“The peace and security of the Pacific region rest on your backs.” – said by Al Gore (March 24, 1997) to the troops and families at Yokota Air Force Base near Tokyo.
I ordered 2 shots of espresso with 2 pumps of white mocha and then wanted to share some thoughts this morning. Ask yourself this, if you were living in the North Pole, would you be thankful for having an air condition installed in your house? Would you feel relieved because it would vastly improve your quality of life and give you more peace of mind? Probably not because the avg temps are around 0-10 F. Well, the bases that the United States have set up around the globe is analogous to having an A/C in the North Pole: unnecessary.

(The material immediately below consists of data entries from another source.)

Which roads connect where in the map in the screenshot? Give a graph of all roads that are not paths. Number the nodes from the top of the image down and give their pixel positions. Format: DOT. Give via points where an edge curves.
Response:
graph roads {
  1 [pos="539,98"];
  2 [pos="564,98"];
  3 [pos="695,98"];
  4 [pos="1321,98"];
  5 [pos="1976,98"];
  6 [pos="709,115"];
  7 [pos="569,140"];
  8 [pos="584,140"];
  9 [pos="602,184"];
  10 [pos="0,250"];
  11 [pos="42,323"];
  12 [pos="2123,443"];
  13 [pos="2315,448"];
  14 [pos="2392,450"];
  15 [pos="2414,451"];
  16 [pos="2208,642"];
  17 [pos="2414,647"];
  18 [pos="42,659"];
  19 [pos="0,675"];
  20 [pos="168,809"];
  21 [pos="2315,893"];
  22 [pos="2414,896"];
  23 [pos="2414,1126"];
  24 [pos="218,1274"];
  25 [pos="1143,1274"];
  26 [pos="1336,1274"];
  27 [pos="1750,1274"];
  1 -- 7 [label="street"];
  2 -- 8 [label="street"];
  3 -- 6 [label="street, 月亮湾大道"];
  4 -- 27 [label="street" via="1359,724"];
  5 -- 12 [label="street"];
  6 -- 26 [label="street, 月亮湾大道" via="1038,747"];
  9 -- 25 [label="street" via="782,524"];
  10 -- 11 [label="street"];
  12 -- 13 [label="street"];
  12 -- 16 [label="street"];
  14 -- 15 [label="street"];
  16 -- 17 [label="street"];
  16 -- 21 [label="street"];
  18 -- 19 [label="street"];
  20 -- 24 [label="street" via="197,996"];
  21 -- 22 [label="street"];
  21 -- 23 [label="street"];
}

Have you ever thought of what it would be like to live in an America where 20 or 30 Chinese military bases were set up? Imagine American cities dealing with 150,000 jet takeoffs a year, roughly 140 per day of Chinese F-15s. Imagine our beaches destroyed and polluted by the soil erosion from artillery firing and damage to coral reefs by ships and amphibious landing practices. Imagine the runoff jet fuel and other toxic substances permeating the soil and water supplies with neither any clean up. Finally imagine that the hundreds of thousands of Chinese military personnel did not contribute any taxes, and wielded their power and authority as they pleased. Well, this is what it is like to be occupied or contained by a United States military installation.
At the height of the Cold War, The United States built chain of military bases stretching from Korea and Japan through Taiwan, the Philippines, Thailand, and Australia to Saudi Arabia, Turkey, Greece, Italy, Spain, Portugal, Germany, England, and Iceland – in effect ringing the Soviet Union and China literally thousands of overseas military installations. In Japan alone, immediately following the end of the Korean War, there were 600 U.S. installations and approximately 200,000 troops.
What does the US say it is doing in Okinawa 55 years after the end of WWII? Through the postwar period, the United States has vacillated between two basic arguments: the forces are either in order to defend Japan or in order to contain Japan. Though one contradicts the other, each is alternately resurrected, depending on the current situation in East Asia, and used to justify policies that were first formulated to deal with conditions that existed in 1951, when the peace treaty and the security treaty were negotiated, and that ceased to exist at least two decades ago. Even in 1951, Japan was in no danger of being attacked by another nation and even less capable of attacking one of its own neighbors.
Surely Japan is not threatened by the failed Communist regime of North Korea whom can barely feed its own people and is still engaged in a barely repressed civil war with South Korea, which is twice as populous, infinitely richer, and fully capable of defending itself.
Maybe the fear is China? Nope. Japan’s policy is to do everything in its power to adjust to the reemergence of China on the world stage. It also appreciated that China, while resurgent, still has only a gross domestic product of $560 billion, compared to Japan’s $5 trillion and the United States $7.2 trillion; a defense budget of $31.7 billion, compared to Japan’s $47 billion and the United States $263.9 billion; and perhaps as many as 149 strategic nuclear weapons, compared to the United States’ 7,150. In polls, the Japanese public has repeatedly expressed a greater concern about oscillations in U.S. policy toward China than about anything China has done or has the capability to do to Japan.
Another benefit of occupying Okinawa has been the good of helping the economy. Nope. While tourism is the major industry for the island; the presence of so many sprawling, disconnected Americans installations, as well as over 50,000 Americans who do not pay taxes and have no stake in Okinawan’s future, does nothing to enhance the island’s attraction to Japanese and Taiwanese tourists … the incomes generated from the base are only 5% of the gross domestic product of Okinawa. This is far too small a contribution for an establishment sitting on 20% of Okinawa’s land.
Furthermore, the Japanese have the ability to defend themselves just fine without the help of the United States. With the second largest navy in the Pacific, more destroyers than the United States, and 120 F-15 fighter inceptors, Japan is quite capable of meeting any challenge.
Let’s for a minute admit that no attempt has been made to invade the main islands since the Mongol fleet dispatched by Kublai Khan was dispersed by a “divine wind” in A.D. 1281. After the Battle of Okinawa in 1945, the Americans essentially gave up on the idea of an invasion and turned instead of defeating Japan through the use of nuclear weapons, strategic bombings, and a blockade.
Maybe it’s time we end the imperialism. I have no doubts that if China or North Korea began setting camp in the United States there would be moral outrage. Yet, when we do it … we think it’s morally justified.